E così tutto cade ancora una volta nella legenda? Forse no!

[1] Il simbolismo della montagna è ben noto: la particolare conformazione della montagna la rende un’immagine perfetta dell’axis mundi, che collega la Terra al Cielo, grazie a questa sua “assialità”, la montagna cosmica, il Monte Tabor, si colloca al centro della manifestazione universale, nel punto da cui si irradiano tutti i raggi delle stelle, simili a innumerevoli lampi di luce, che si riflettono sui diversi livelli cosmici. È il luogo privilegiato di ogni teofania, dove il divino si rivela e viene riconosciuto dagli esseri umani.

 

[2] A queste preziose informazioni aggiungiamo che i capi religiosi dei catari erano detti “boni homines” ovvero “perfetti”, allorché precisiamo che il grado di Maestro Perfetto è uno dei gradi dell’iniziazione Massonica. I Rosacroce inoltre sono denominati Cavalieri dell’Aquila e del Pellicano, le cui statue sono rappresentate su Argimusco.

 

[3] Secondo alcune correnti esoteriche Lucifero, potatore di luce, fu colui che nella sua caduta diede alle stelle la possibilità di brillare, questo è il motivo per cui l’appellativo dell’angelo caduto sarebbe proprio quello di “Portatore di luce”.

 

[4] Arnaldo da Villanova rappresentando su Argimusco anche la figura della Luna nella XVIII casa di Ofiuco (governata da Mercurio), volle rappresentare la pratica della medicina astrale? Vedi: Argimusco Decoded: Quod Est Inferius, Est Sicut Quod Est Superius, ed. 2020

 

[5] Ricordiamo che Eleonora D’Angiò, una regina Angioina, amante degli astri, commissionò il talismano stellare di Arnaldo da Villanova su Argimusco.

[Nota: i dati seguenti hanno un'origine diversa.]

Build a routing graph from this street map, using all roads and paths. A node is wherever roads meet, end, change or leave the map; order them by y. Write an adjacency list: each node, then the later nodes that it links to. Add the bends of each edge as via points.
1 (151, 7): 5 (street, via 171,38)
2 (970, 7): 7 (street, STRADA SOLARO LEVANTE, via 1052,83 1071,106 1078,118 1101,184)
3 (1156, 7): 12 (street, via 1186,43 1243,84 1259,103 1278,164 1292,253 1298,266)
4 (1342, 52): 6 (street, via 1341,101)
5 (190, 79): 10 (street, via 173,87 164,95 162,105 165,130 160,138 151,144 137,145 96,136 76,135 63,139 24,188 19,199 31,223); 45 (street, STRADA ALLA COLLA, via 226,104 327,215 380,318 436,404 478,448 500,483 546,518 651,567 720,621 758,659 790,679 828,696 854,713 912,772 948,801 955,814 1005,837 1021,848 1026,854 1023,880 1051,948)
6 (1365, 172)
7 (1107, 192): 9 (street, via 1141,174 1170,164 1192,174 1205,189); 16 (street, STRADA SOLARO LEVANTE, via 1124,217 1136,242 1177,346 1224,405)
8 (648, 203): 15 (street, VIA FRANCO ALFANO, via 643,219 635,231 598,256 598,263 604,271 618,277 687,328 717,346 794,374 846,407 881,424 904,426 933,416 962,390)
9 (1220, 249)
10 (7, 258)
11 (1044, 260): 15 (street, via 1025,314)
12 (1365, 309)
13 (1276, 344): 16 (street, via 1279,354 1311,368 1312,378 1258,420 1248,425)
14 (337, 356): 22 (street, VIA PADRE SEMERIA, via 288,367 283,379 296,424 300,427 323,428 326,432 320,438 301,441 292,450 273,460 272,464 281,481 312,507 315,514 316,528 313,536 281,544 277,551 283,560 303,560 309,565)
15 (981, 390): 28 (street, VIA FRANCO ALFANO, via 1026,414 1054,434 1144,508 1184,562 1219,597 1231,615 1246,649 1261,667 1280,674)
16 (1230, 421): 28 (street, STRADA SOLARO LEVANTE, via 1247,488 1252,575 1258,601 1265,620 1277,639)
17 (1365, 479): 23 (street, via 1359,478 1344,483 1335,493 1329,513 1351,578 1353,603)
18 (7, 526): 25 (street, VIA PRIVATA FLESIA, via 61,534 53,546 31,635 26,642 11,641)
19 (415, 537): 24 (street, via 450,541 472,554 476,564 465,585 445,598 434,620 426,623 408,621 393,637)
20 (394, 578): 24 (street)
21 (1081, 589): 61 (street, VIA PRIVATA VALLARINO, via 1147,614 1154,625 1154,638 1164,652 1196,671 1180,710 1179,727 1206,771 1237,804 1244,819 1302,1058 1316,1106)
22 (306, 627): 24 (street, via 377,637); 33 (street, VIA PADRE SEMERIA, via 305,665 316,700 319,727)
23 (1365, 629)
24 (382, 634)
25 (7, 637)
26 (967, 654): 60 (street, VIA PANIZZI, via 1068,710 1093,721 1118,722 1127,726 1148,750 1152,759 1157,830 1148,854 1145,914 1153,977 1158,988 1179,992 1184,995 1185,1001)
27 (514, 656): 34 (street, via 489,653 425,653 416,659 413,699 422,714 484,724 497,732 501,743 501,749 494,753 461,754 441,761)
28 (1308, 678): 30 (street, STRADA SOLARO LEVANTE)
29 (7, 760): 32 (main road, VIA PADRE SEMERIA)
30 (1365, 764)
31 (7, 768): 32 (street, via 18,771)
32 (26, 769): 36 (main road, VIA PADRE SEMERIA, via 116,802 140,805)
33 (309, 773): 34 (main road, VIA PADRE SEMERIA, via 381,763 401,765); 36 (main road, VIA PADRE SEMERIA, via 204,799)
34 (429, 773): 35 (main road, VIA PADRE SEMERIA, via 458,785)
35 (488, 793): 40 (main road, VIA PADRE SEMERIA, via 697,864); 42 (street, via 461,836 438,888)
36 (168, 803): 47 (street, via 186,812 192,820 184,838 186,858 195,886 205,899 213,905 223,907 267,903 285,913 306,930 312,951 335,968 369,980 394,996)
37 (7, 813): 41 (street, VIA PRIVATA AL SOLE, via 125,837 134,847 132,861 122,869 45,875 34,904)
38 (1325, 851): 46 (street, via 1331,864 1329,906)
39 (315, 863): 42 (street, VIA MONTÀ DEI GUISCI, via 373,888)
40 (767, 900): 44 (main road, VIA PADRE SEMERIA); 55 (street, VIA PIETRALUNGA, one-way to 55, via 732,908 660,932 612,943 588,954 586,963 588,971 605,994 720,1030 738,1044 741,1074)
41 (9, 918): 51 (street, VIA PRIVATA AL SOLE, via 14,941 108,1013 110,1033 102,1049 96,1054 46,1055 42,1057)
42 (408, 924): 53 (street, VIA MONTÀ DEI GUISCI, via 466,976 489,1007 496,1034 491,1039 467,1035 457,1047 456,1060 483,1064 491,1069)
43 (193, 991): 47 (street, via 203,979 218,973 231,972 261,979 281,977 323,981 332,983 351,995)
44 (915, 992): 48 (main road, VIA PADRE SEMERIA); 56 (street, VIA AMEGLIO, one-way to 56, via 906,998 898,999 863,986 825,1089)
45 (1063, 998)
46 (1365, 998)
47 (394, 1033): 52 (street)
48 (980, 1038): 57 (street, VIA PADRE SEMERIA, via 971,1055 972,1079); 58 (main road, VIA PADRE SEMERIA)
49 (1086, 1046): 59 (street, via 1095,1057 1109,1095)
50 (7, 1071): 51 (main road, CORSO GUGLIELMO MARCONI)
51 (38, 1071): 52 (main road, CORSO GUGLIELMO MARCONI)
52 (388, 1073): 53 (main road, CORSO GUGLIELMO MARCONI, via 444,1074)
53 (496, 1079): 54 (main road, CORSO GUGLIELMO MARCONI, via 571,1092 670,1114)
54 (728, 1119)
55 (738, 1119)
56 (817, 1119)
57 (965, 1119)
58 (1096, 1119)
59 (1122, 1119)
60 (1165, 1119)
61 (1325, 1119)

[6] L’esistenza del Graal, la sua origine celeste e la sua esistenza sulla terra fu poi trasmessa alla custodia di cristiani «puri quanto gli angeli». Questi erano i Catari?

 

[7] Nella tradizione araba viene chiamata la scienza delle lettere, ovvero ʿIlm al-ḥurūf.

 

[8] La Tavola di smeraldo dice: “Così in cielo come in terra per la meraviglia della cosa unica”,

[9] Su Argimusco ad opera di Arnaldo da Villanova – oltre le statue delle costellazioni estive –  fu inoltre realizzato il Delta sacro, simbolo stesso del Tempio Massonico, e questo fu posto accanto alla statua della Vergine in preghiera. Eschenbach nei suoi racconti sul Graal racconta poteva essere toccato solo da una Vergine.